### Task item
Below are some records; state how many of their lines contain the word "North", and add nothing.

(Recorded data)
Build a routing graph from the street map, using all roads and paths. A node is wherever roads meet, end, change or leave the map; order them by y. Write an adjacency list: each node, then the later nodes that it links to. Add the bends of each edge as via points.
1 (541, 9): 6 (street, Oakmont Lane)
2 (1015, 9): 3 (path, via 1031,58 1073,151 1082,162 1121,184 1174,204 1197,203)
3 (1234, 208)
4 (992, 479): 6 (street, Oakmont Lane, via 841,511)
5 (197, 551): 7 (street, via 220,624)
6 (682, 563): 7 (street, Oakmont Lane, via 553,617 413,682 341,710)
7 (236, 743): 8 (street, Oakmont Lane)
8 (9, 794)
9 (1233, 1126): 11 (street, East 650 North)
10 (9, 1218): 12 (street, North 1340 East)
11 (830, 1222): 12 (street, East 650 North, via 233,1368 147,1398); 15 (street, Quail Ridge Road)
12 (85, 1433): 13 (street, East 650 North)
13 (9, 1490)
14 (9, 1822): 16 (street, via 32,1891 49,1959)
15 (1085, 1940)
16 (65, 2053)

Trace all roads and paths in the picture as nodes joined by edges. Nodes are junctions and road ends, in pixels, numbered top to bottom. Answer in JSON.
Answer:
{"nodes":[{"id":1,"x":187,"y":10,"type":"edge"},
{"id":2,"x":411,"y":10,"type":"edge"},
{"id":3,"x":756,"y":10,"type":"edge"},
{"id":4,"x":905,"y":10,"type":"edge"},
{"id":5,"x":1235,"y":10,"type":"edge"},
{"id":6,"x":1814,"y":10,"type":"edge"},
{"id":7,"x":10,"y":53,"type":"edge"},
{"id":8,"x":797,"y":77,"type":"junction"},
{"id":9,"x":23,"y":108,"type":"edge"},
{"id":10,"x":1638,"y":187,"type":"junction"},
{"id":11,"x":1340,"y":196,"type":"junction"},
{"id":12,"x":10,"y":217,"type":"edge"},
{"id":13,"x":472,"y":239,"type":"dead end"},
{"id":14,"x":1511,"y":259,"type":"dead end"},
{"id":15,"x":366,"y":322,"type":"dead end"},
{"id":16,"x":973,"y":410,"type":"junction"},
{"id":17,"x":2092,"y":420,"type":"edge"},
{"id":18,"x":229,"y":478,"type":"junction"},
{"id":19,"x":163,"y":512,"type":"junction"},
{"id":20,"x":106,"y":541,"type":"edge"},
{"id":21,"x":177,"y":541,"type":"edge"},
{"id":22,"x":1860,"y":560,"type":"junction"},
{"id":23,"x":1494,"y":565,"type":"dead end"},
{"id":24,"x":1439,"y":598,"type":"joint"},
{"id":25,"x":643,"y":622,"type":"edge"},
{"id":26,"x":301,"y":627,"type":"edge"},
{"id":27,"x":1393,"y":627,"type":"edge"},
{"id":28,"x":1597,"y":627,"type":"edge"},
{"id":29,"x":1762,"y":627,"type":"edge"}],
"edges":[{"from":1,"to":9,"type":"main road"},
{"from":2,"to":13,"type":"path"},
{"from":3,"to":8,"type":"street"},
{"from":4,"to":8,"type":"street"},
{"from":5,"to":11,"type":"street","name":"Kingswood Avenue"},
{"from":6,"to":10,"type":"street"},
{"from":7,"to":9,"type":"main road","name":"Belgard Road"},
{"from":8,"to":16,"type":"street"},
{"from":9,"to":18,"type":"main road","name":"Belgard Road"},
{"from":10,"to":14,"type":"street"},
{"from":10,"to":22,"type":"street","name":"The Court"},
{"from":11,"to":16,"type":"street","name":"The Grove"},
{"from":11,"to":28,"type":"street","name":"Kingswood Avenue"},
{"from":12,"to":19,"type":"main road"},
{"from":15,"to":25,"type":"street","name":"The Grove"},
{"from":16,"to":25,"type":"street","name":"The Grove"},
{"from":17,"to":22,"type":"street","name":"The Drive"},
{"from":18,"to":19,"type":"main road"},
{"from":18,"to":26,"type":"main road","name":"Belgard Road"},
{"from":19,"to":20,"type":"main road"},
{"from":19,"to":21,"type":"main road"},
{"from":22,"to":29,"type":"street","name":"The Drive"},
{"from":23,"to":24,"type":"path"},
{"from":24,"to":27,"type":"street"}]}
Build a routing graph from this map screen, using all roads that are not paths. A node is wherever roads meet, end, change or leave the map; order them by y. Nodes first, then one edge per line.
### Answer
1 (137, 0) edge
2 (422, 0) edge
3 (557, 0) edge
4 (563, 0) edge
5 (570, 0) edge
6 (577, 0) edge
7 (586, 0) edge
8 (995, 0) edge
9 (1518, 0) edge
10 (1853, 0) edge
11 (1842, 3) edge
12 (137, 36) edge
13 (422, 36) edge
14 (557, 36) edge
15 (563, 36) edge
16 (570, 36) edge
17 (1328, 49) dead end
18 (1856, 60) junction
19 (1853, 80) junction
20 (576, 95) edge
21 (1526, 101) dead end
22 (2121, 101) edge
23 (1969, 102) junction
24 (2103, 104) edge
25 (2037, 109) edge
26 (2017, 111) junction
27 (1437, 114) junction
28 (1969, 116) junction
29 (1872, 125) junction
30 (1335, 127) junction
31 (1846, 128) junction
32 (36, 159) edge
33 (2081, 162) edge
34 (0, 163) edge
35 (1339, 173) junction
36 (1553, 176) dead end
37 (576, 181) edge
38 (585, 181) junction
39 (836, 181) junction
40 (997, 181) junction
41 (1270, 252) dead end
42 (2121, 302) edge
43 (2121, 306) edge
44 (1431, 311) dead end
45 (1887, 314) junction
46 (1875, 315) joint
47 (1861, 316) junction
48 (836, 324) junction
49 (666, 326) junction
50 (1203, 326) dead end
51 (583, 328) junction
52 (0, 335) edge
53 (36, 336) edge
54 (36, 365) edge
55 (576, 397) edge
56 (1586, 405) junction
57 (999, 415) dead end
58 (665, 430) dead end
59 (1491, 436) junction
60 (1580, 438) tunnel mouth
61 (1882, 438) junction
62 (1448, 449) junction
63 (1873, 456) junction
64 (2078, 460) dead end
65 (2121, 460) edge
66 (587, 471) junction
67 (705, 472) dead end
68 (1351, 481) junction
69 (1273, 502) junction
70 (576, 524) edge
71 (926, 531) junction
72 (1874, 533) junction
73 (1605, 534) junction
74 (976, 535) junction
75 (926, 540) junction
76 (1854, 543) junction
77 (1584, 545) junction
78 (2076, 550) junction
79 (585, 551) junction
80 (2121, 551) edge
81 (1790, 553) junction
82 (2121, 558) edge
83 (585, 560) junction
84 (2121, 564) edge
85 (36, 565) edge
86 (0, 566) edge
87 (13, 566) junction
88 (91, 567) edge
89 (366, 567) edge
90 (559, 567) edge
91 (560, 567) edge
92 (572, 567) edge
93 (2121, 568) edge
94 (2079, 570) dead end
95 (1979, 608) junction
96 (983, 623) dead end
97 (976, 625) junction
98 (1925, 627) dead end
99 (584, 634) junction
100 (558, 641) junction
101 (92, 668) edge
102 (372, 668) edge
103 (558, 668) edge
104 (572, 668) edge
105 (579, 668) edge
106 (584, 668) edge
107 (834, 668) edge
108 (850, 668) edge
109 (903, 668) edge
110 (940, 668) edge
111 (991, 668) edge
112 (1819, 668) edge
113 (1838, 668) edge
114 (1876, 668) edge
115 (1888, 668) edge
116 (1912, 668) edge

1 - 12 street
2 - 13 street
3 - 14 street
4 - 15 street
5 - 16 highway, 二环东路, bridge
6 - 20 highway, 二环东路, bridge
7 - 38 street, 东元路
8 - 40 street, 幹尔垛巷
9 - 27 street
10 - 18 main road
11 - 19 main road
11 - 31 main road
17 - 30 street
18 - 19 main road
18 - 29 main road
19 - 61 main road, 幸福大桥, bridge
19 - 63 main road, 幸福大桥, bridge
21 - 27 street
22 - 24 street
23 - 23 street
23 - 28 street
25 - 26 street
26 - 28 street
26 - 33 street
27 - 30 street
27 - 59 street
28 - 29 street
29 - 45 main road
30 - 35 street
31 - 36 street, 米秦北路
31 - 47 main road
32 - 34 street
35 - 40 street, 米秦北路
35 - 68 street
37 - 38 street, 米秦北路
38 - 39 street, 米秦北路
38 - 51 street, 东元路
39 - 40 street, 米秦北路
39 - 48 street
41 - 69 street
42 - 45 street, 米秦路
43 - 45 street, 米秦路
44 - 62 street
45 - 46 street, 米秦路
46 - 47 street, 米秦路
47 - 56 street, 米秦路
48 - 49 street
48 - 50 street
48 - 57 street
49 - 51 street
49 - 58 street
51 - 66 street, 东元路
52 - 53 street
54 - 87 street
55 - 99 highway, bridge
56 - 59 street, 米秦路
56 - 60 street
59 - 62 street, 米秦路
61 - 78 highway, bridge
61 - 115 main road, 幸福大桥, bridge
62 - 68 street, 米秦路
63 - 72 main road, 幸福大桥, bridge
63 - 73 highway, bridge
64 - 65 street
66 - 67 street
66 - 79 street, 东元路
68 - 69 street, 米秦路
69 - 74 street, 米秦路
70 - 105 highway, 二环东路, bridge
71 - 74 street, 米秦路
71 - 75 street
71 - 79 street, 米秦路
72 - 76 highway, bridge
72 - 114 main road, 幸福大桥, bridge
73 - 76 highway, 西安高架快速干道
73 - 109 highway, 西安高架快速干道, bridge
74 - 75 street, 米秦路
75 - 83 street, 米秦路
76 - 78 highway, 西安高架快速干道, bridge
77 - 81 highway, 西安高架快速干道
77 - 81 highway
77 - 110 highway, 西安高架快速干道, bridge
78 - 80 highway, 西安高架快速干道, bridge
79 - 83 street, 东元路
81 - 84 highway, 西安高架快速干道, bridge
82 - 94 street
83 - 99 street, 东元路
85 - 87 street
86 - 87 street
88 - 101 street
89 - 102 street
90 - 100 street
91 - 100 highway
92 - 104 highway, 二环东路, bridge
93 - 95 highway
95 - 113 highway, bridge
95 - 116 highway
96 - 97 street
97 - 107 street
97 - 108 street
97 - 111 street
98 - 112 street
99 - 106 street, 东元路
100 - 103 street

### Task answer
4